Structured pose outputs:
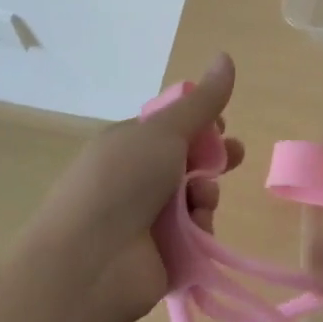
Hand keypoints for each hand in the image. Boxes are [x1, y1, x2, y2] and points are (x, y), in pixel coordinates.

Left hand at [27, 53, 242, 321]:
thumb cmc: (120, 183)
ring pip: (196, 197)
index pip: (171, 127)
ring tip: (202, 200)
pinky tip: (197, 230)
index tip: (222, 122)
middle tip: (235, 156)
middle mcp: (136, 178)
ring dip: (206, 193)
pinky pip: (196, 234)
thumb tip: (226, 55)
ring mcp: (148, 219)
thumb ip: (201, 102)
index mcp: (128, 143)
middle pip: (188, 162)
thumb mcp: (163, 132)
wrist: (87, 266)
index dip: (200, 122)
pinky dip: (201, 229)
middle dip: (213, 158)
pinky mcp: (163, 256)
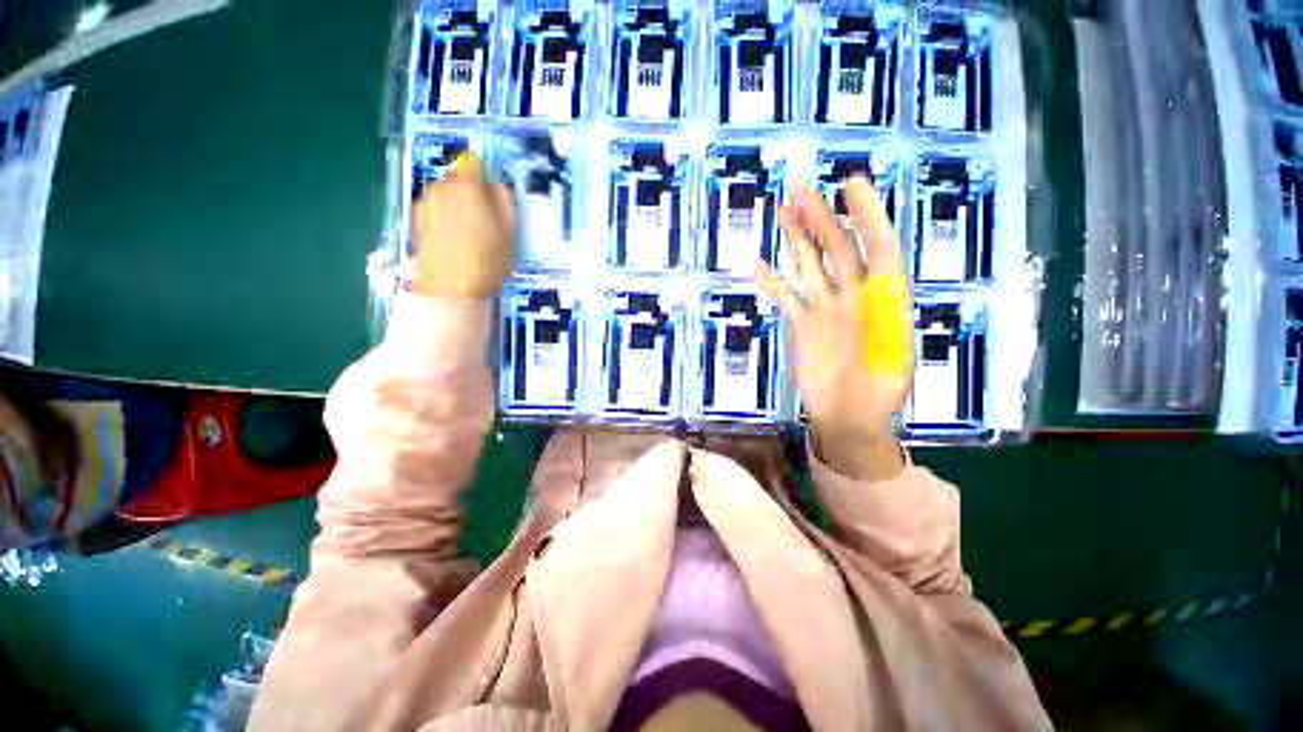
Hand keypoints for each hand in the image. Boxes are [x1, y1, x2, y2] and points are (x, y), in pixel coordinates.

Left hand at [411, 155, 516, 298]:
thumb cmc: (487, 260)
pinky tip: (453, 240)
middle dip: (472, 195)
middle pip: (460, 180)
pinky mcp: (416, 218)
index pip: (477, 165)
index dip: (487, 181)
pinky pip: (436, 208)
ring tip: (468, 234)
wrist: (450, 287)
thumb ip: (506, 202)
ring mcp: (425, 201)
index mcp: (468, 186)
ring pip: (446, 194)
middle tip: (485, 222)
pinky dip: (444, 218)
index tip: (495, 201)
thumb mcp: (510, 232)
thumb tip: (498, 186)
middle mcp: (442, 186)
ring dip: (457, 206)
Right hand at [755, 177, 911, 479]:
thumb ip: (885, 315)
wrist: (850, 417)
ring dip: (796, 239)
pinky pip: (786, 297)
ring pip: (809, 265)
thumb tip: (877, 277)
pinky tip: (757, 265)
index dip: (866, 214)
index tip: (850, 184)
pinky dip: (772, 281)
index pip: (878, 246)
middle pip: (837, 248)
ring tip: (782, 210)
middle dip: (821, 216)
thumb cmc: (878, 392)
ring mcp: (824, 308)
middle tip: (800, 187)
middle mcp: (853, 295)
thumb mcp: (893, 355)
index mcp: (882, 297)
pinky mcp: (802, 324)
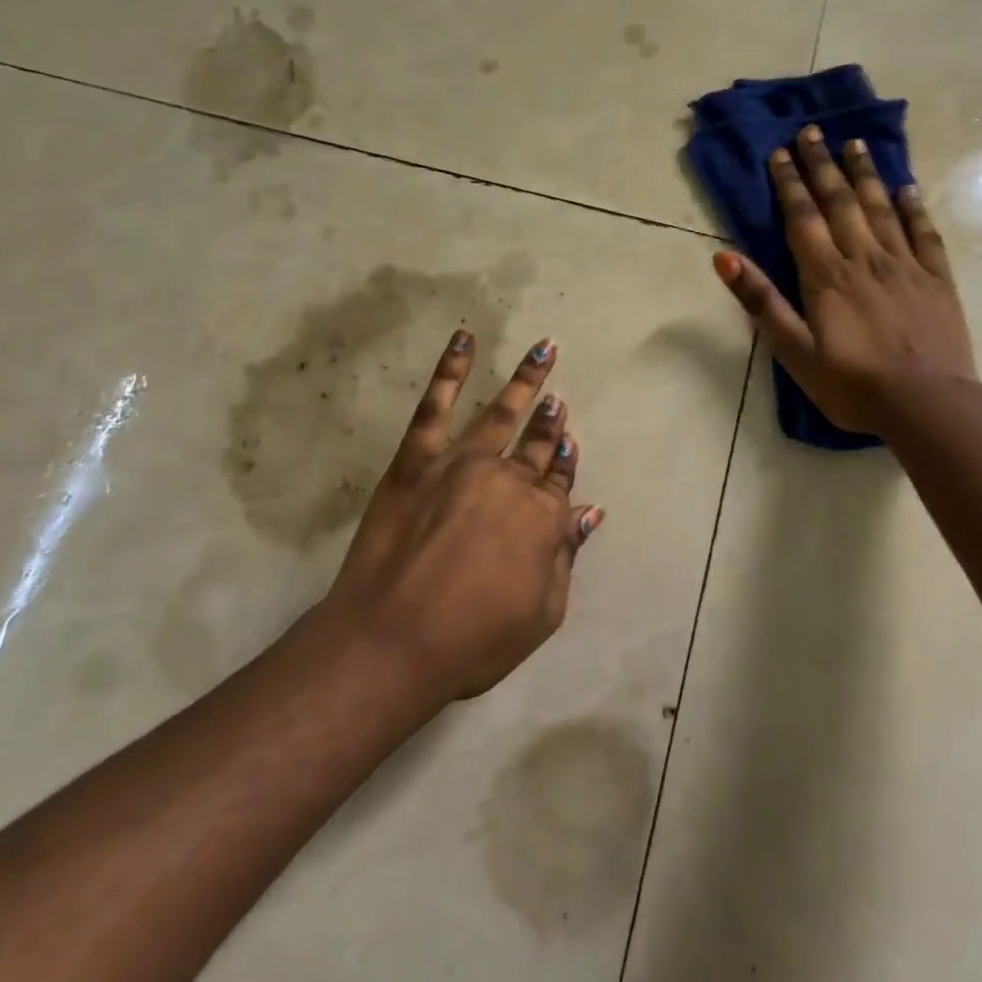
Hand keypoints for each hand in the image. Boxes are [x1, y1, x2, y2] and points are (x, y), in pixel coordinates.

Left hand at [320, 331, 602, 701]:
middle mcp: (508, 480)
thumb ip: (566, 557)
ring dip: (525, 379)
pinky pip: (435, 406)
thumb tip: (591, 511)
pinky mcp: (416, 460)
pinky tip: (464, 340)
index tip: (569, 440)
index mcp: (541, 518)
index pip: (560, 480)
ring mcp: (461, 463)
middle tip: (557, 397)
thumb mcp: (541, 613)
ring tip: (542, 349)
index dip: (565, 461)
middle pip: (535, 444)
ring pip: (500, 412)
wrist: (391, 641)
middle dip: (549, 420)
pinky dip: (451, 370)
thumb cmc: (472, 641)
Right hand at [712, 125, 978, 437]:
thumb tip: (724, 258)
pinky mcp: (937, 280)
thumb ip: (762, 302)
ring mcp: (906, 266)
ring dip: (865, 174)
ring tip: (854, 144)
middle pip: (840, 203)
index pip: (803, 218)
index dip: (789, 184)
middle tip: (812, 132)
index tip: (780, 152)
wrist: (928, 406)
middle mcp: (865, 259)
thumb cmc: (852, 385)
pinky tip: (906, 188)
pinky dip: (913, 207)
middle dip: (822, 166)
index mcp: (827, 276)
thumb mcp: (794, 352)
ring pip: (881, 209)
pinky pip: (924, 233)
* * *
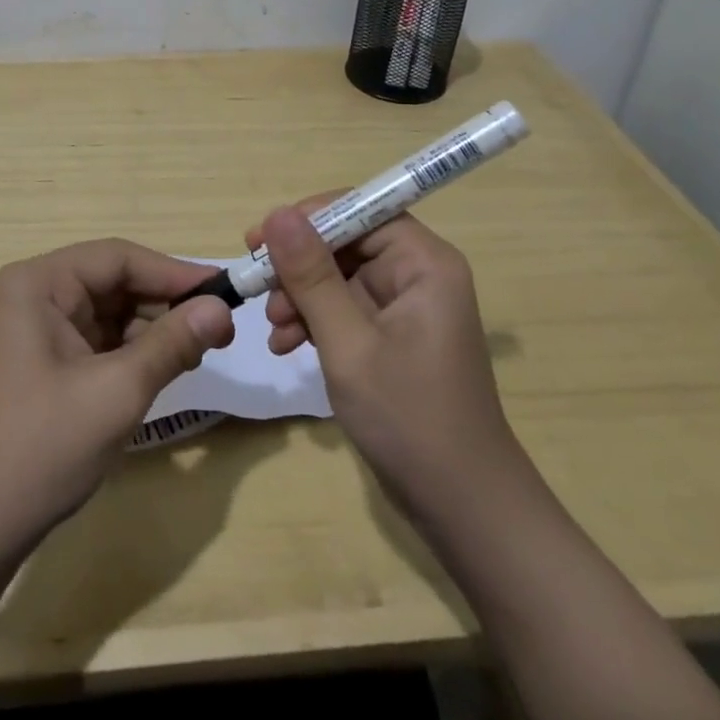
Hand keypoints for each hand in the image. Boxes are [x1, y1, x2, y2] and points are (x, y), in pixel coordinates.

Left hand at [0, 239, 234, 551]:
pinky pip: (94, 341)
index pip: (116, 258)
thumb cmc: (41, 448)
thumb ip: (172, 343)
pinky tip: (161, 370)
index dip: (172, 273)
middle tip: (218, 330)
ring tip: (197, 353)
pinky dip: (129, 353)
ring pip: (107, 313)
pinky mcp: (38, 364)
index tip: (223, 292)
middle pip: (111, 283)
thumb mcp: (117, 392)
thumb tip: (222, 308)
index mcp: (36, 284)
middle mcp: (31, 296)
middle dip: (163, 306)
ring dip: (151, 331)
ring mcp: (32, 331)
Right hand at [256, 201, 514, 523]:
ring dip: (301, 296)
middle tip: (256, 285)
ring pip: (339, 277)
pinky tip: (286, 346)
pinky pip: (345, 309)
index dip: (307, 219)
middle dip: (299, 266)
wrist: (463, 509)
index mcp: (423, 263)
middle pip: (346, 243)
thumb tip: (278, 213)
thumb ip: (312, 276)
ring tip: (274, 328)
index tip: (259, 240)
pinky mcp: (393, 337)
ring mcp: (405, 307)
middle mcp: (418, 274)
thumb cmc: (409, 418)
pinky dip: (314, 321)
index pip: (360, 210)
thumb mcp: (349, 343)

■ **Work task**
Could you retype exactly the lines above, starting at the line that contains "wrist: (450, 287)" and ending at the line that contains "wrist: (850, 417)", and nothing more?

■ **Task solution**
wrist: (450, 287)
thumb ip: (506, 202)
ring mcp: (425, 201)
index mcp: (468, 186)
ring pip: (446, 194)
middle tip: (485, 222)
pinky dip: (444, 218)
index tip: (495, 201)
thumb mcp: (510, 232)
thumb tip: (498, 186)
middle mcp: (442, 186)
ring dip: (457, 206)
Right hand at [755, 177, 911, 479]:
thumb ip: (885, 315)
wrist: (850, 417)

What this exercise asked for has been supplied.